__What to do__: Within the data below, find the string "LOCKSLEY" and return each line where it occurs.

__Stored items__:

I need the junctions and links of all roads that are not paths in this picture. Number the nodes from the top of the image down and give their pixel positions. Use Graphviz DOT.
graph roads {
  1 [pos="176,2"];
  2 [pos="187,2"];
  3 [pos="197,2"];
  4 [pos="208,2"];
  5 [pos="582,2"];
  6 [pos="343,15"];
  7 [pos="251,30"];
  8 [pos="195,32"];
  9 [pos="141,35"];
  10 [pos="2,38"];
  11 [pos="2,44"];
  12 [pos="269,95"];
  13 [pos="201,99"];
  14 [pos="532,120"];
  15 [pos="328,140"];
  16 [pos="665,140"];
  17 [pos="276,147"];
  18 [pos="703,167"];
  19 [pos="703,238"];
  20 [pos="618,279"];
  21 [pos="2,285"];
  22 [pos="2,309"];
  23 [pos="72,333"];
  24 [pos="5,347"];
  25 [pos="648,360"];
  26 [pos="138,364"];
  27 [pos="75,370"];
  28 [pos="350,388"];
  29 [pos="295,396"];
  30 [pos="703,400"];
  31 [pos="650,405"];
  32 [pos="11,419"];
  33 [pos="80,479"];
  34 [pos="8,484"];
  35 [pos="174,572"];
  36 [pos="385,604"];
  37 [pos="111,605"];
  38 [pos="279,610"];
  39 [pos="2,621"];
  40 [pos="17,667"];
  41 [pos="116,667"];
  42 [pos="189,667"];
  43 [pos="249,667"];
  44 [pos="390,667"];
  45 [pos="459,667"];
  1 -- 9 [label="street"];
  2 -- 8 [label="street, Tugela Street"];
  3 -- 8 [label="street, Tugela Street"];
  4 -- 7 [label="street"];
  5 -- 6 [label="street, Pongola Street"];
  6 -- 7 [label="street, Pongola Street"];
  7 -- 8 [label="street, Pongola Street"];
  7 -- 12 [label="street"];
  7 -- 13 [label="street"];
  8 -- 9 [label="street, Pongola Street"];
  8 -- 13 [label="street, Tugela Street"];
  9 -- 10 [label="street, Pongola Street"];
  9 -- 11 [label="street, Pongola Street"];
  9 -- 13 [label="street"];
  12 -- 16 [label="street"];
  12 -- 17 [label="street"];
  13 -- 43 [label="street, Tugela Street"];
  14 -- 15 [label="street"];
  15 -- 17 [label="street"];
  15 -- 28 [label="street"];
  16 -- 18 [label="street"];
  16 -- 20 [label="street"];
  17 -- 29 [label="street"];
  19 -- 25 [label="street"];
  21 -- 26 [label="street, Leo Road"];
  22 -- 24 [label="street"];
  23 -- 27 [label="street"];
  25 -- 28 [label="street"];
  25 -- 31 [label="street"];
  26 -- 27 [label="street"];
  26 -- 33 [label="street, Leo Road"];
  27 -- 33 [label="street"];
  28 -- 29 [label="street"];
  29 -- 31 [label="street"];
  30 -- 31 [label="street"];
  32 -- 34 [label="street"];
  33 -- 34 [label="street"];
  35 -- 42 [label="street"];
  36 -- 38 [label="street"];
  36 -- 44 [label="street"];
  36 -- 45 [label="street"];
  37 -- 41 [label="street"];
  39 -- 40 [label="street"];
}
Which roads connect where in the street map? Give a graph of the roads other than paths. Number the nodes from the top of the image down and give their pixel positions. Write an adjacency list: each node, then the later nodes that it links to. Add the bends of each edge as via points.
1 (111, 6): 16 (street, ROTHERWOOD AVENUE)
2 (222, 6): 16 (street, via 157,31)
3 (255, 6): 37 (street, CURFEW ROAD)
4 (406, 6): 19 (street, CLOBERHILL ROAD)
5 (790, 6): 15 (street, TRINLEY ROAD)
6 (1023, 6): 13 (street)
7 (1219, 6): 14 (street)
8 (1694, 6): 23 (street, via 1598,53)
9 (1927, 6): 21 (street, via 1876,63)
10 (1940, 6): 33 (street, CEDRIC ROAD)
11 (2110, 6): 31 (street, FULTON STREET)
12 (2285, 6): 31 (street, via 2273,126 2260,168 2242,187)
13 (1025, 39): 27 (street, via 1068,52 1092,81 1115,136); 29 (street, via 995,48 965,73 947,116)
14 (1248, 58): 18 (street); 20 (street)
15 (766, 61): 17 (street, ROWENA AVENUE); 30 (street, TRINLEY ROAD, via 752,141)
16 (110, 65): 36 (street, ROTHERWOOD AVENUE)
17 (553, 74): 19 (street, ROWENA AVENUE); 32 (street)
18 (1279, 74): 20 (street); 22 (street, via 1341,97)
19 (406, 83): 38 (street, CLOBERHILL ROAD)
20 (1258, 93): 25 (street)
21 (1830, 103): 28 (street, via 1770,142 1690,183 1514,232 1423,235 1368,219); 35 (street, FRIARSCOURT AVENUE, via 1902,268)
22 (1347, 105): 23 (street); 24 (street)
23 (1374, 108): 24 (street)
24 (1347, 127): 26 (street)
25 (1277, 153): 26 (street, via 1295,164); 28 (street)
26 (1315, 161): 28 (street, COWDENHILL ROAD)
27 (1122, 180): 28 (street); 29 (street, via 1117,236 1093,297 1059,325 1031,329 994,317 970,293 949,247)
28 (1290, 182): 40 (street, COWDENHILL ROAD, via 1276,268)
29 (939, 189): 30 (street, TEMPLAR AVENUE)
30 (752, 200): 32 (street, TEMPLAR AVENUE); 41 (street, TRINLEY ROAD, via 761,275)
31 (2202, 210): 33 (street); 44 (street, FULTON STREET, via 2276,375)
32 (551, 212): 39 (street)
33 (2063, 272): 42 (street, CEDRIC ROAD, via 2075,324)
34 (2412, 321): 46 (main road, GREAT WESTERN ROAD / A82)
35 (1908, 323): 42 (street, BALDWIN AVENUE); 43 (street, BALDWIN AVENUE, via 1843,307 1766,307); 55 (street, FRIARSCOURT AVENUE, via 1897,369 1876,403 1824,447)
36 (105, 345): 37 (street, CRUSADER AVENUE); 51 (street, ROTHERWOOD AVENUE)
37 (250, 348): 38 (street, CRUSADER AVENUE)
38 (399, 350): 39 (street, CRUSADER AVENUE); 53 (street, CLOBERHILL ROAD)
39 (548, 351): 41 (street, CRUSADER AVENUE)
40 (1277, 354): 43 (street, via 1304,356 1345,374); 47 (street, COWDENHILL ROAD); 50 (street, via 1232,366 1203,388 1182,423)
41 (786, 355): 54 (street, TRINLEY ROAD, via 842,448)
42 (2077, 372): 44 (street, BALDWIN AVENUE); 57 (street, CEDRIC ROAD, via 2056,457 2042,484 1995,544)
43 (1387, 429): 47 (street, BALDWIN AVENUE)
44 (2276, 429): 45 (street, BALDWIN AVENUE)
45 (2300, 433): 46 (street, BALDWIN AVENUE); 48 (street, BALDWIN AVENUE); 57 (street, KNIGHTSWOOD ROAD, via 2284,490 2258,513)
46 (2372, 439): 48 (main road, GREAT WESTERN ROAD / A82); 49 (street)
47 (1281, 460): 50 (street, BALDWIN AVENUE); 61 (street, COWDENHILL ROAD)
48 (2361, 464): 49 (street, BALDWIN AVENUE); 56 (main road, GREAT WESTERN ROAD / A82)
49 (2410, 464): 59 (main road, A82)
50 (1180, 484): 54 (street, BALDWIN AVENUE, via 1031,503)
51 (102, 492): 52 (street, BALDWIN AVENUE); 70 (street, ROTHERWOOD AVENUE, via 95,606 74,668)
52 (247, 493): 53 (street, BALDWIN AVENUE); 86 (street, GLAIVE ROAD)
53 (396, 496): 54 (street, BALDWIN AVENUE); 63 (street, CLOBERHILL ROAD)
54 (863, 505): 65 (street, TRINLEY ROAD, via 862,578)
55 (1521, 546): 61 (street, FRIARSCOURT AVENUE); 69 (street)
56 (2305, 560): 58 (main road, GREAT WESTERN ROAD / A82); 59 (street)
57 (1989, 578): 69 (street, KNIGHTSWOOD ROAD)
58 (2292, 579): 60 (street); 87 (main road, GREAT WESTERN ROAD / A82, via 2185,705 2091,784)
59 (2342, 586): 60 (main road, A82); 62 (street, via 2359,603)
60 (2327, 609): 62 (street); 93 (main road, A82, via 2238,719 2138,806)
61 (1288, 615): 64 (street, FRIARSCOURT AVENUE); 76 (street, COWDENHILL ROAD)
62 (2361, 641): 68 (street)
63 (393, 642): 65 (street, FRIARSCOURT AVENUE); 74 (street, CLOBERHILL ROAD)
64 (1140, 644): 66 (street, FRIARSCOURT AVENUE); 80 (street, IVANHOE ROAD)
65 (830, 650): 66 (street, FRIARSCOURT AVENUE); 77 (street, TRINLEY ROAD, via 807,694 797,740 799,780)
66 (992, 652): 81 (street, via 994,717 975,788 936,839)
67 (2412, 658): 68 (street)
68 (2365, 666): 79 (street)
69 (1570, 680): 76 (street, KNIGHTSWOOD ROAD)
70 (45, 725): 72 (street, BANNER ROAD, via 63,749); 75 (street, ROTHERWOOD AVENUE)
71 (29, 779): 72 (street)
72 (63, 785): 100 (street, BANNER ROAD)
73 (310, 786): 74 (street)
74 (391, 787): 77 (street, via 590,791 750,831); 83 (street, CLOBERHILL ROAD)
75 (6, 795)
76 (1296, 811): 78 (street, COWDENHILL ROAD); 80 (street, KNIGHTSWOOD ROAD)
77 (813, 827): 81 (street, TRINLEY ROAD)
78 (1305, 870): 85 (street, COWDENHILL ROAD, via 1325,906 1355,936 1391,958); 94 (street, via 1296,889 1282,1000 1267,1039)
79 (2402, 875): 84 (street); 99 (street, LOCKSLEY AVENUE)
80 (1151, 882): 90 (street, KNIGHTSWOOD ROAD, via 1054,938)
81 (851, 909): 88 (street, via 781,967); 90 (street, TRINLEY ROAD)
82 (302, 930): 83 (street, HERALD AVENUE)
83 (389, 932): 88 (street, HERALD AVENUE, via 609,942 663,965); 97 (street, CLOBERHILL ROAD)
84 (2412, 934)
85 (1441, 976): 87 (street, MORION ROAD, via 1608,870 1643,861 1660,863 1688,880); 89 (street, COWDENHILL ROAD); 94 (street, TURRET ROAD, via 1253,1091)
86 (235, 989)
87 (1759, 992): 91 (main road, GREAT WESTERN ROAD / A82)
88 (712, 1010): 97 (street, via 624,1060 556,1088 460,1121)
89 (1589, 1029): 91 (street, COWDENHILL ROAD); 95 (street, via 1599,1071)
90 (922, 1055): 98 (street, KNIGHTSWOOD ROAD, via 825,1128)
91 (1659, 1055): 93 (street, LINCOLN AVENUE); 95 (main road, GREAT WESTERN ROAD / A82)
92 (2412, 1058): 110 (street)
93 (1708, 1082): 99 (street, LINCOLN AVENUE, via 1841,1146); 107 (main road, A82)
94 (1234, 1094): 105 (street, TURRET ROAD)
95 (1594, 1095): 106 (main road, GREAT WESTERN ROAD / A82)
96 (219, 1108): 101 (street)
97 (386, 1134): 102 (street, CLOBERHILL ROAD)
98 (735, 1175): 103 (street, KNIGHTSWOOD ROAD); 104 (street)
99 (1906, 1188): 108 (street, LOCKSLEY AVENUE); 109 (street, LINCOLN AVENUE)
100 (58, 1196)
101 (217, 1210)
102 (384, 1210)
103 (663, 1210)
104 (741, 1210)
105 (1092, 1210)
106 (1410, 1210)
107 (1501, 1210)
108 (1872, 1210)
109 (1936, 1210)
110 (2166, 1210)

__Response to this exercise__:
79 (2402, 875): 84 (street); 99 (street, LOCKSLEY AVENUE)
99 (1906, 1188): 108 (street, LOCKSLEY AVENUE); 109 (street, LINCOLN AVENUE)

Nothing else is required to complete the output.